STATE OF NEW JERSEY, PLAINTIFF-RESPONDENT,
v.
SHERMAN ARTWELL, DEFENDANT-APPELLANT.



On appeal from Superior Court of New Jersey, Law Division, Camden County, Indictment No. 03-06-2275.

Per curiam.

NOT FOR PUBLICATION WITHOUT THE APPROVAL OF THE APPELLATE DIVISION

Submitted December 12, 2012

Before Judges Grall and Simonelli.

A jury found defendant Sherman Artwell not guilty of purposely or knowingly killing Ronald Jackson, N.J.S.A. 2C:11-3(a)(1) to (2), or of conspiring with Zoranda Paulson and Jonathan Martin to murder him. N.J.S.A. 2C:5-2 and N.J.S.A. 2C:11-3(a)(1) to (2). But the jurors determined that he was guilty of aggravated manslaughter, N.J.S.A. 2C:11-4a; felony murder in the course of arson, N.J.S.A. 2C:11-3(a)(3); aggravated arson, N.J.S.A. 2C:17-1a(1) to (2); conspiring with Paulson and Martin to commit aggravated arson, N.J.S.A. 2C:17-1a(1) to (2) and N.J.S.A. 2C:5-2; conspiring with them to commit hindering apprehension, N.J.S.A. 2C:29-3b(1) and N.J.S.A. 2C:5-2; and two counts of hindering apprehension, N.J.S.A. 2C:29-3b(1). His convictions and his consecutive sentences for felony murder and hindering apprehension were affirmed. State v. Artwell, No. A-5373-06 (App. Div. Mar. 31), certif. denied, 199 N.J. 518 (2009).

Defendant appeals from the denial of his petition for post-conviction relief, contending that the judge erred in concluding that his trial counsel provided reasonably competent representation. Because the judge's determination is supported by the record and consistent with controlling law, we affirm.

I

Ronald Jackson's body was found lying face up on the floor between the back and front seats of his car.
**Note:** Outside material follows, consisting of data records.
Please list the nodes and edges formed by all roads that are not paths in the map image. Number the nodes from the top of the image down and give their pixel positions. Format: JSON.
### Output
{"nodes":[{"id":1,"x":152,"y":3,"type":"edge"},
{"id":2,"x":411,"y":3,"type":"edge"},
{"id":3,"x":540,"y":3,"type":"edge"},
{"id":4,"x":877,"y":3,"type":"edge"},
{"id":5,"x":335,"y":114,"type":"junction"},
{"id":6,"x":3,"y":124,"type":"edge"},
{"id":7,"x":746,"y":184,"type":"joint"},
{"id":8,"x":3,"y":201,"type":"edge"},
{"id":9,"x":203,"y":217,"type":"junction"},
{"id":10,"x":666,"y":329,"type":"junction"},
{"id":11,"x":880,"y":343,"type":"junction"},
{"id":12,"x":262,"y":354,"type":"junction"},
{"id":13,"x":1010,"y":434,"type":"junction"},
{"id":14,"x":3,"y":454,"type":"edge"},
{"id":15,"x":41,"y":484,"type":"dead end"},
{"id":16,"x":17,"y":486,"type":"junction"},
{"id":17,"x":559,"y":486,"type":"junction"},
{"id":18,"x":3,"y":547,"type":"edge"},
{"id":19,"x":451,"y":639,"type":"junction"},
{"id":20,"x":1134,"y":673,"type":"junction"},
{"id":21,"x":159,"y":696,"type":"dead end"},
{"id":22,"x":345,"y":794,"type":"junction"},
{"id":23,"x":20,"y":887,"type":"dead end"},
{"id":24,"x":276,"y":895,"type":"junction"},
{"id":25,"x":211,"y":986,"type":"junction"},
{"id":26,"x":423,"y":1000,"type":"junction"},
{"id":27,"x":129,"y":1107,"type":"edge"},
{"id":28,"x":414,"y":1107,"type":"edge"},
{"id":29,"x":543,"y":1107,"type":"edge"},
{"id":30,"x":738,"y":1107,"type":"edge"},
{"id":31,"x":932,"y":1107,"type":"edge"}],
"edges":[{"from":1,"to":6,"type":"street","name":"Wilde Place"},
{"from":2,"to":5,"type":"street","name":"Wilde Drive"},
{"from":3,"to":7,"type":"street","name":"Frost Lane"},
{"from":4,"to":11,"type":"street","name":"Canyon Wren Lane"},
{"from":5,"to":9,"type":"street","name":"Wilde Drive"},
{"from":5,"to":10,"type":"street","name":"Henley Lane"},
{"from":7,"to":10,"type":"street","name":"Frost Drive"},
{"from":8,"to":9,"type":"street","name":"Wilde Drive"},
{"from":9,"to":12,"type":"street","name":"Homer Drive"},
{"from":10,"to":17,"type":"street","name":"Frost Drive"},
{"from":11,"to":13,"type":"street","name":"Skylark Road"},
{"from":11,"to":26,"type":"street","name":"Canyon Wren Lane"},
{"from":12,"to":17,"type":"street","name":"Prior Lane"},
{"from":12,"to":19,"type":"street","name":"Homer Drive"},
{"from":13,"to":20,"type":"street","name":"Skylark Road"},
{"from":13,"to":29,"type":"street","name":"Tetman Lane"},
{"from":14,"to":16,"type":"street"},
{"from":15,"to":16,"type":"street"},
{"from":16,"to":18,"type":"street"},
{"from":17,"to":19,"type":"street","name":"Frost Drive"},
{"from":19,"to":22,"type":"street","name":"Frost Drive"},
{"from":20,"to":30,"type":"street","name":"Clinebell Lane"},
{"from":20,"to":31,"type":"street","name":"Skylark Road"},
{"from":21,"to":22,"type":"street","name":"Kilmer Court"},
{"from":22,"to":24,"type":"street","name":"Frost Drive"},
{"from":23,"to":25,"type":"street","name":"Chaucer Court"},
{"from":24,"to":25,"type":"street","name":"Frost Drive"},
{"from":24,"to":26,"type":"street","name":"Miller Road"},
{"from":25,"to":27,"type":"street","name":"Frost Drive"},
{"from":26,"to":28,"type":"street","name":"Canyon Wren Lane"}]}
The car was parked in a vacant lot between two abandoned cars. Jackson's car had been set afire, and the front of his body was burnt beyond recognition. He was identified because his hands had been bound with duct tape behind his back and were sufficiently intact to permit fingerprinting.
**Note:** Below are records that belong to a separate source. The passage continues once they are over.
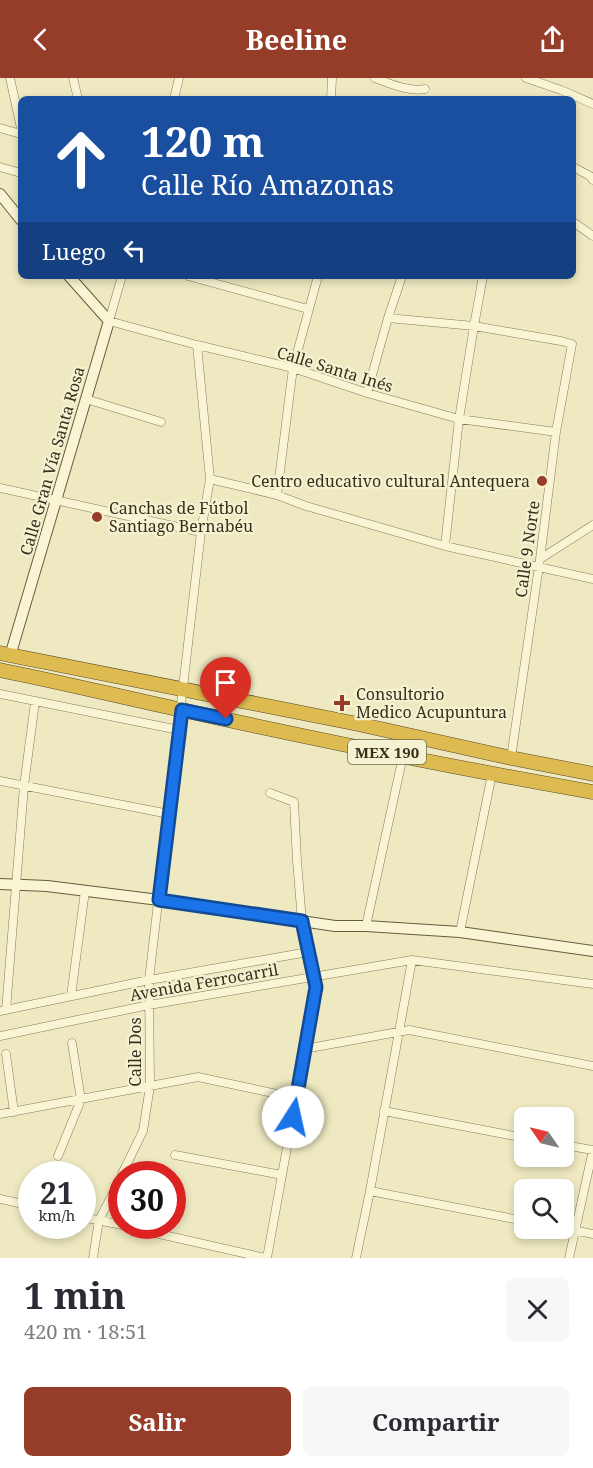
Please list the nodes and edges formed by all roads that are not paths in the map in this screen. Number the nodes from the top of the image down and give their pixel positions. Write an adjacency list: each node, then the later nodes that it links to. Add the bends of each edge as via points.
1 (10, 78): 14 (street)
2 (73, 78): 8 (street)
3 (179, 78): 9 (street)
4 (332, 78): 10 (street)
5 (375, 78): 7 (street)
6 (526, 78): 11 (street)
7 (425, 89)
8 (77, 96)
9 (175, 96)
10 (331, 96)
11 (575, 96)
12 (576, 97): 13 (street)
13 (593, 104)
14 (18, 114)
15 (0, 128): 16 (street)
16 (18, 133)
17 (0, 167): 19 (street)
18 (576, 169): 20 (street)
19 (18, 172)
20 (592, 178)
21 (0, 194): 22 (street)
22 (18, 216)
23 (576, 224): 24 (street)
24 (593, 236)
25 (72, 279): 33 (street)
26 (121, 279): 33 (street, Calle Gran Vía Santa Rosa)
27 (199, 279): 31 (street)
28 (317, 279): 31 (street)
29 (401, 279): 32 (street)
30 (482, 279): 34 (street)
31 (308, 309): 36 (street)
32 (388, 318): 34 (street); 37 (street)
33 (109, 321): 35 (street, Calle Santa Inés); 38 (street, Calle Gran Vía Santa Rosa)
34 (474, 326): 39 (street); 41 (street, Calle 9 Norte, via 572,344)
35 (197, 345): 36 (street, Calle Santa Inés); 42 (street, Calle Dos)
36 (293, 368): 37 (street, Calle Santa Inés); 44 (street)
37 (367, 393): 39 (street, Calle Santa Inés)
38 (86, 399): 40 (street); 45 (street, Calle Gran Vía Santa Rosa)
39 (459, 420): 41 (street, Calle Santa Inés); 48 (street)
40 (161, 422)
41 (556, 432): 49 (street, Calle 9 Norte)
42 (210, 479): 44 (street); 47 (street, Calle Dos)
43 (0, 488): 45 (street)
44 (277, 495): 48 (street)
45 (56, 500): 47 (street); 51 (street, Calle Gran Vía Santa Rosa)
46 (593, 525): 49 (street)
47 (201, 532): 53 (street, Calle Dos)
48 (445, 546): 49 (street)
49 (539, 563): 50 (street); 59 (street, Calle 9 Norte)
50 (593, 579)
51 (5, 654): 53 (highway, MEX 190)
52 (0, 670): 56 (highway, MEX 190)
53 (184, 690): 56 (street, Calle Dos); 59 (highway, MEX 190)
54 (0, 694): 55 (street)
55 (35, 702): 57 (street); 63 (street)
56 (182, 710): 57 (street, Calle Dos); 58 (highway, MEX 190)
57 (179, 730): 66 (street, Calle Dos)
58 (403, 756): 60 (highway, MEX 190); 72 (street)
59 (511, 758): 61 (highway, MEX 190)
60 (492, 774): 64 (highway, MEX 190); 73 (street)
61 (593, 774)
62 (0, 781): 63 (street)
63 (24, 786): 66 (street); 68 (street)
64 (593, 792)
65 (270, 793): 71 (street, via 294,802)
66 (169, 814): 70 (street, Calle Dos)
67 (0, 884): 68 (street)
68 (16, 884): 69 (street); 82 (street)
69 (85, 891): 70 (street); 80 (street)
70 (159, 900): 71 (street); 78 (street, Calle Dos)
71 (302, 921): 72 (street); 75 (street)
72 (366, 926): 73 (street)
73 (460, 932): 74 (street)
74 (593, 951)
75 (308, 952): 77 (street); 78 (street)
76 (412, 960): 77 (street, Avenida Ferrocarril); 79 (street, Avenida Ferrocarril); 83 (street)
77 (314, 976): 81 (street, Avenida Ferrocarril); 86 (street, via 316,987)
78 (149, 980): 80 (street); 81 (street, Calle Dos)
79 (593, 984)
80 (71, 996): 82 (street)
81 (149, 1005): 84 (street, Avenida Ferrocarril); 89 (street, Calle Dos)
82 (3, 1010)
83 (398, 1031): 86 (street); 88 (street); 92 (street)
84 (0, 1036)
85 (72, 1043): 91 (street)
86 (304, 1049): 90 (street)
87 (6, 1054): 93 (street)
88 (593, 1066)
89 (150, 1086): 90 (street, via 198,1077); 91 (street); 100 (street, Calle Dos, via 143,1131)
90 (296, 1098): 101 (street)
91 (81, 1100): 93 (street); 99 (street)
92 (384, 1111): 95 (street); 102 (street)
93 (14, 1112): 94 (street)
94 (0, 1114)
95 (514, 1136)
96 (574, 1147): 97 (street)
97 (593, 1150): 110 (street)
98 (175, 1155): 101 (street)
99 (58, 1156)
100 (129, 1161)
101 (282, 1175): 114 (street)
102 (370, 1191): 107 (street); 115 (street)
103 (0, 1199): 105 (street)
104 (108, 1202): 108 (street, Calle Dos)
105 (18, 1203)
106 (96, 1219): 108 (street)
107 (514, 1219)
108 (99, 1220): 109 (street); 113 (street, Calle Dos)
109 (108, 1222)
110 (575, 1230): 111 (street); 116 (street)
111 (593, 1234)
112 (184, 1239): 114 (street)
113 (93, 1258)
114 (266, 1258)
115 (356, 1258)
116 (569, 1258)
At the time of Jackson's death, he was involved in a relationship with Paulson. Although Jackson was supporting Paulson and her children, Paulson also maintained her relationship with defendant, who is the father of one of her children. A week or so before Jackson's death, Paulson told defendant and Martin, her cousin, that Jackson had raped and beaten her.
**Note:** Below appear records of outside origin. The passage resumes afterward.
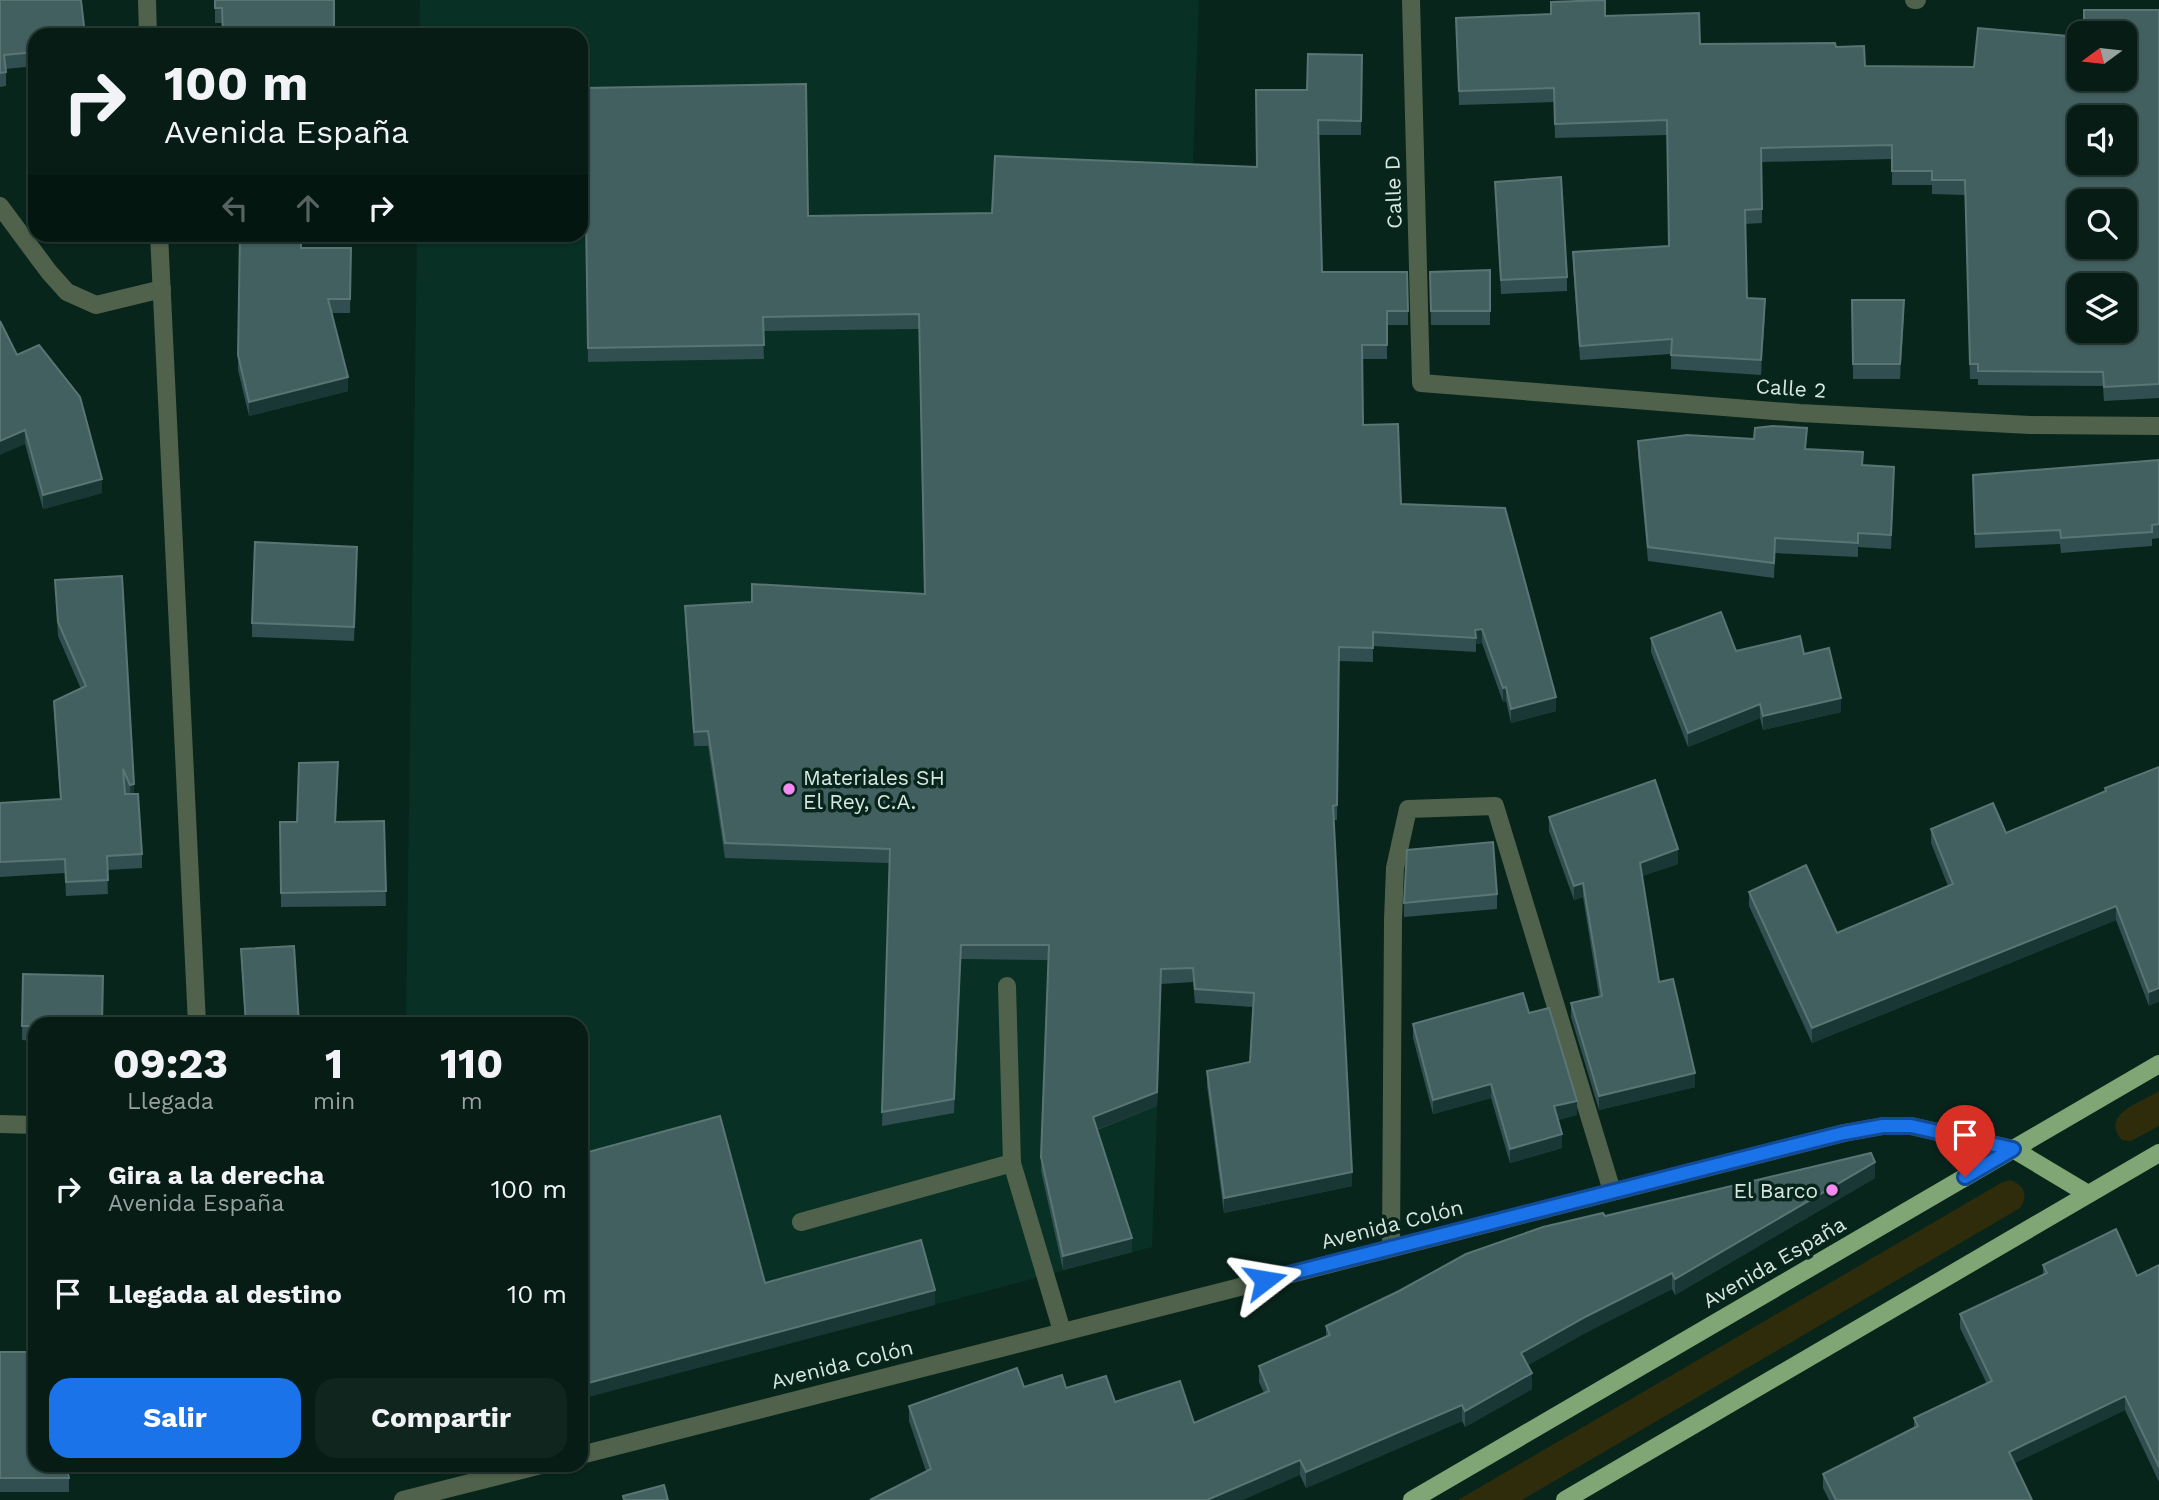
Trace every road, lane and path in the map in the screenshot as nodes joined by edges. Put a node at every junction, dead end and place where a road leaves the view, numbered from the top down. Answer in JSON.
{"nodes":[{"id":1,"x":147,"y":0,"type":"edge"},
{"id":2,"x":1410,"y":0,"type":"edge"},
{"id":3,"x":148,"y":28,"type":"edge"},
{"id":4,"x":0,"y":206,"type":"edge"},
{"id":5,"x":159,"y":242,"type":"edge"},
{"id":6,"x":162,"y":289,"type":"junction"},
{"id":7,"x":1421,"y":383,"type":"joint"},
{"id":8,"x":2159,"y":426,"type":"edge"},
{"id":9,"x":1007,"y":986,"type":"dead end"},
{"id":10,"x":197,"y":1017,"type":"edge"},
{"id":11,"x":2159,"y":1064,"type":"edge"},
{"id":12,"x":0,"y":1124,"type":"edge"},
{"id":13,"x":28,"y":1125,"type":"edge"},
{"id":14,"x":2013,"y":1149,"type":"junction"},
{"id":15,"x":2159,"y":1153,"type":"edge"},
{"id":16,"x":1012,"y":1163,"type":"junction"},
{"id":17,"x":1612,"y":1191,"type":"junction"},
{"id":18,"x":2088,"y":1194,"type":"junction"},
{"id":19,"x":801,"y":1222,"type":"dead end"},
{"id":20,"x":1391,"y":1247,"type":"junction"},
{"id":21,"x":1062,"y":1331,"type":"junction"},
{"id":22,"x":588,"y":1453,"type":"edge"},
{"id":23,"x":513,"y":1472,"type":"edge"},
{"id":24,"x":403,"y":1500,"type":"edge"},
{"id":25,"x":1412,"y":1500,"type":"edge"},
{"id":26,"x":1565,"y":1500,"type":"edge"}],
"edges":[{"from":1,"to":3,"type":"street"},
{"from":2,"to":7,"type":"street","name":"Calle D"},
{"from":4,"to":6,"type":"street"},
{"from":5,"to":6,"type":"street"},
{"from":6,"to":10,"type":"street"},
{"from":7,"to":8,"type":"street","name":"Calle 2"},
{"from":9,"to":16,"type":"street"},
{"from":11,"to":14,"type":"main road","name":"Avenida España"},
{"from":12,"to":13,"type":"street"},
{"from":14,"to":17,"type":"street","name":"Avenida Colón"},
{"from":14,"to":18,"type":"main road"},
{"from":14,"to":25,"type":"main road","name":"Avenida España"},
{"from":15,"to":18,"type":"main road"},
{"from":16,"to":19,"type":"street"},
{"from":16,"to":21,"type":"street"},
{"from":17,"to":20,"type":"street","name":"Avenida Colón"},
{"from":17,"to":20,"type":"street"},
{"from":18,"to":26,"type":"main road"},
{"from":20,"to":21,"type":"street","name":"Avenida Colón"},
{"from":21,"to":22,"type":"street","name":"Avenida Colón"},
{"from":23,"to":24,"type":"street"}]}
The three of them decided that Jackson should be "choked out" and set on fire. To secure Martin's assistance, Paulson told Martin he could live in her house if he helped.

Jackson visited Paulson's house on August 11, 2002. Defendant and Martin were there, but Martin left. After Martin left, Jackson jumped defendant from behind and swung at him, but defendant ducked and avoided that blow.*fn1 Jackson, who was holding a pen, then raised his arms as if he were going to stab defendant, and defendant put him in a chokehold. Defendant acknowledged that he did not release his hold until Jackson stopped moving. At that point, Jackson was "knocked out" but "snoring."

Defendant and Paulson proceeded to bind Jackson's hands and feet with duct tape and place duct tape over his mouth and nose. Because defendant was scratched during the struggle, they also cleaned Jackson's fingernails to remove any evidence that might link him to defendant. Planning to remove Jackson the following day, they put him in the basement. According to both defendant and Paulson, Jackson was still breathing when they left him alone in the basement.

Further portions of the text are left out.